Huffman encoding issue

Question 1

As an exercise I'm trying to encode some symbols using Huffman trees, but using my own class instead of the built in data types with Python.

Here is my node class:

class Node(object):
 left = None
 right = None
 weight = None
 data = None
 code = ''
 length = len(code)
 def __init__(self, d, w, c):
 self.data = d
 self.weight = w
 self.code = c
 def set_children(self, ln, rn):
 self.left = ln
 self.right = rn
 def __repr__(self):
 return "[%s,%s,(%s),(%s)]" %(self.data,self.code,self.left,self.right)
 def __cmp__(self, a):
 return cmp(self.code, a.code)
 def __getitem__(self):
 return self.code

and here is the encoding function:

def encode(symbfreq):
 tree = [Node(sym,wt,'') for sym, wt in symbfreq]
 heapify(tree)
 while len(tree)>1:
 lo, hi = sorted([heappop(tree), heappop(tree)])
 lo.code = '0'+lo.code
 hi.code = '1'+hi.code
 n = Node(lo.data+hi.data,lo.weight+hi.weight,lo.code+hi.code)
 n.set_children(lo, hi)
 heappush(tree, n)
 return tree[0]

(Note, that the data field will eventually contain a set() of all the items in the children of a node. It just contains a sum for the moment whilst I get the encoding correct).
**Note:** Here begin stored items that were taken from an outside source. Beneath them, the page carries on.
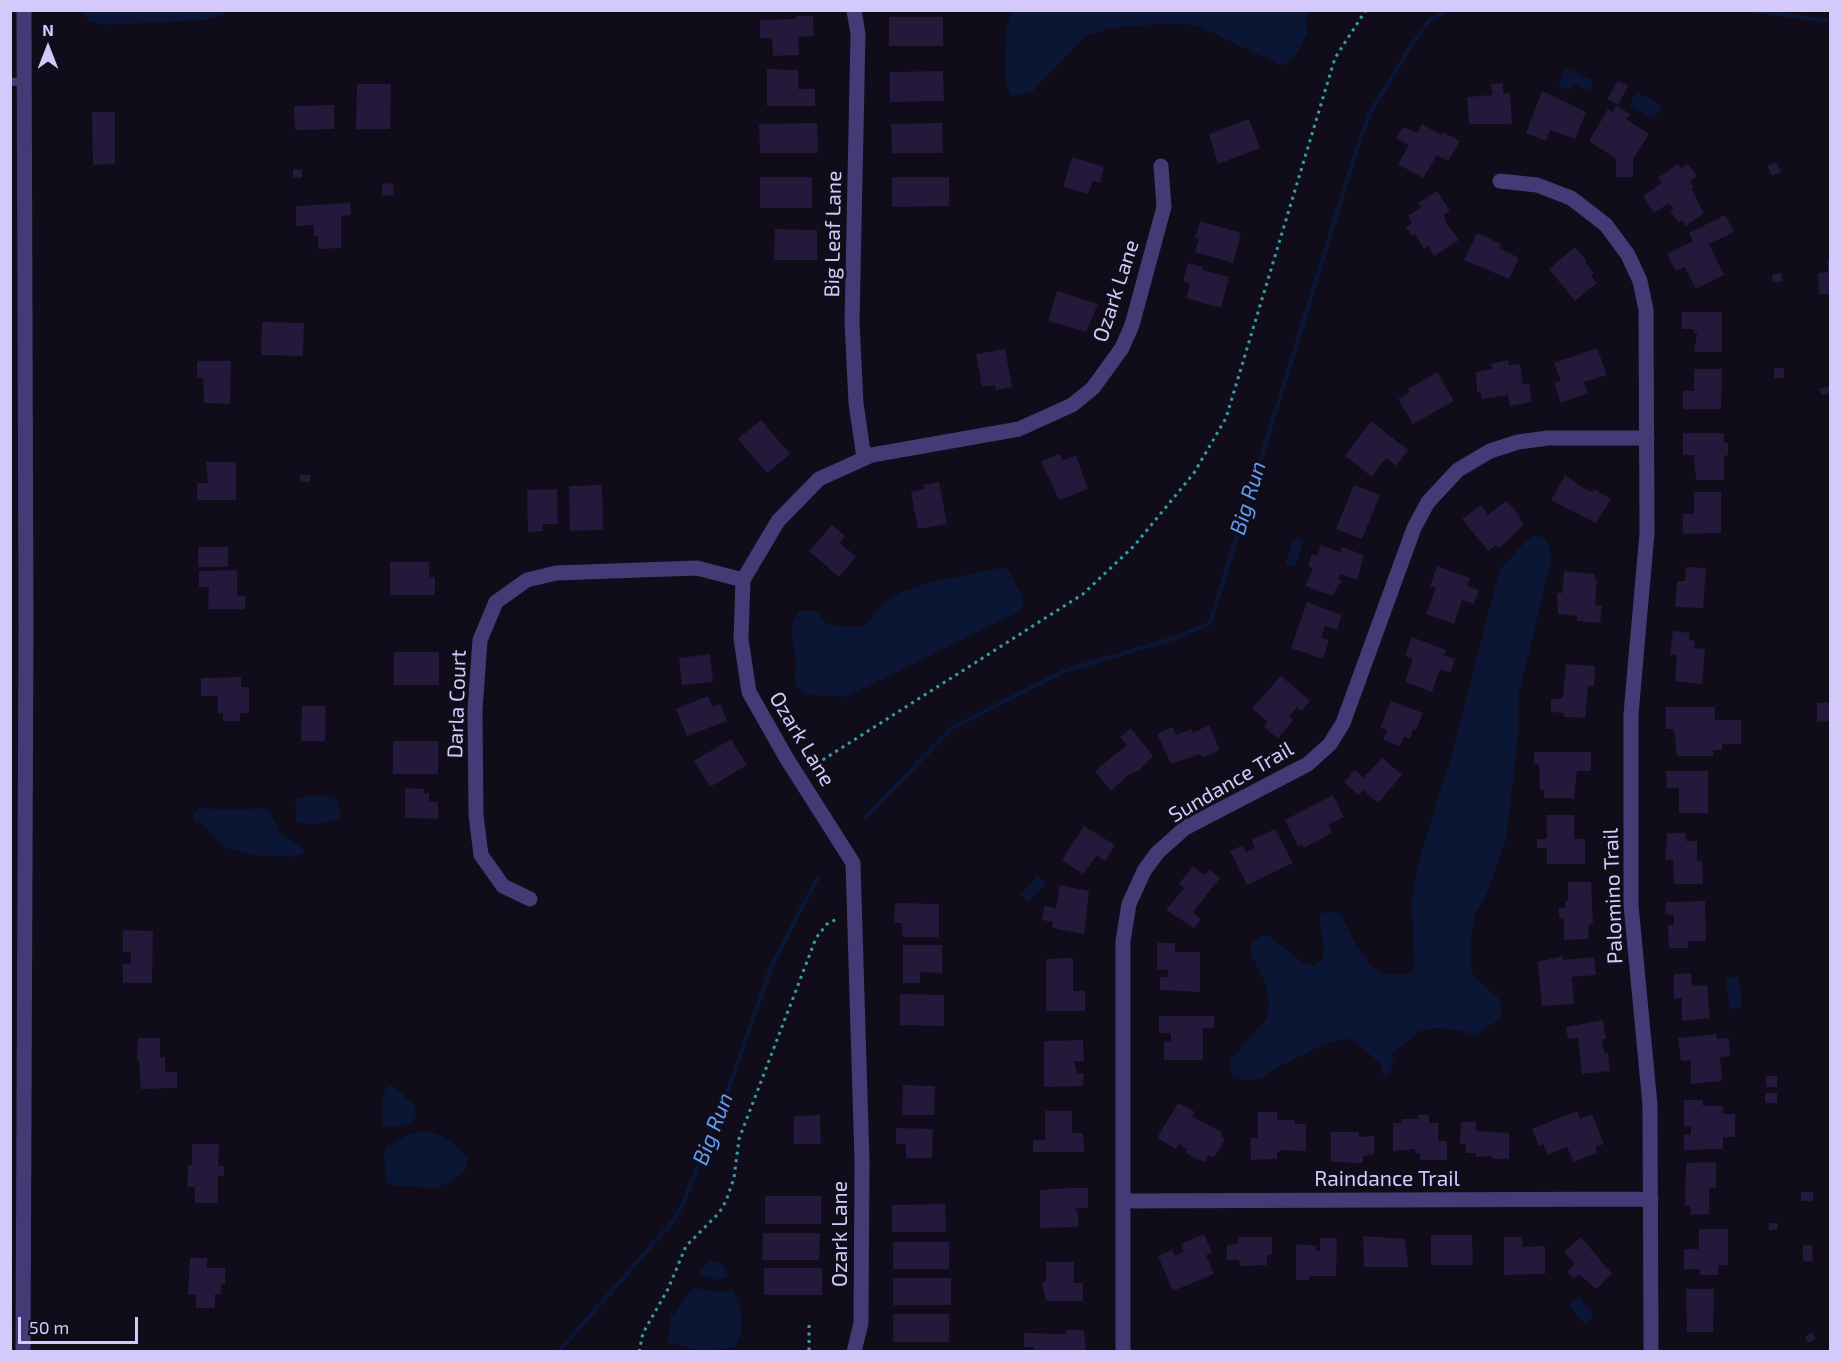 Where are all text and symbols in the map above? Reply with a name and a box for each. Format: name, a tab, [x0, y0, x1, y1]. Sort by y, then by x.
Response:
north arrow	[18, 18, 78, 78]
text: N	[42, 20, 54, 39]
street label: Big Leaf Lane	[819, 170, 847, 298]
street label: Ozark Lane	[1088, 237, 1144, 345]
water label: Big Run	[1224, 458, 1272, 538]
street label: Darla Court	[443, 649, 471, 759]
street label: Ozark Lane	[764, 687, 840, 791]
street label: Sundance Trail	[1164, 736, 1298, 828]
street label: Palomino Trail	[1598, 828, 1628, 964]
water label: Big Run	[687, 1089, 739, 1169]
street label: Raindance Trail	[1314, 1166, 1460, 1192]
street label: Ozark Lane	[827, 1181, 853, 1287]
scale bar	[21, 1305, 141, 1343]
text: 50 m	[29, 1316, 69, 1338]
Here is the previous function I had for encoding the tree:

def encode(symbfreq):
 tree = [[wt, [sym, ""]] for sym, wt in symbfreq]
 heapq.heapify(tree)
 while len(tree)>1:
 lo, hi = sorted([heapq.heappop(tree), heapq.heappop(tree)], key=len)
 for pair in lo[1:]:
 pair[1] = '0' + pair[1]
 for pair in hi[1:]:
 pair[1] = '1' + pair[1]
 heapq.heappush(tree, [lo[0] + hi[0]] + lo[1:] + hi[1:])
 return sorted(heapq.heappop(tree)[1:], key=lambda p: (len(p[-1]), p))
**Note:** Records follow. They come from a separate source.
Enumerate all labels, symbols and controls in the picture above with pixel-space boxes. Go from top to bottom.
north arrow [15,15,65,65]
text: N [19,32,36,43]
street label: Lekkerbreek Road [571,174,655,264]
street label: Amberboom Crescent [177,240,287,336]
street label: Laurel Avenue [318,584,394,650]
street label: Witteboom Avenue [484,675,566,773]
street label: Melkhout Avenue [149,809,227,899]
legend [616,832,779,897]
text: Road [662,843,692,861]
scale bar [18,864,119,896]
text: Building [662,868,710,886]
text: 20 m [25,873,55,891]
However I've noticed that my new procedure is incorrect: it gives the top nodes the longest codewords instead of the final leaves, and doesn't produce the same tree for permutations of input symbols i.e. the following don't produce the same tree (when run with new encoding function):

input1 = [(1,0.25),(0,0.25),(0,0.25),(0,0.125),(0,0.125)]
input2 = [(0,0.25),(0,0.25),(0,0.25),(1,0.125),(0,0.125)]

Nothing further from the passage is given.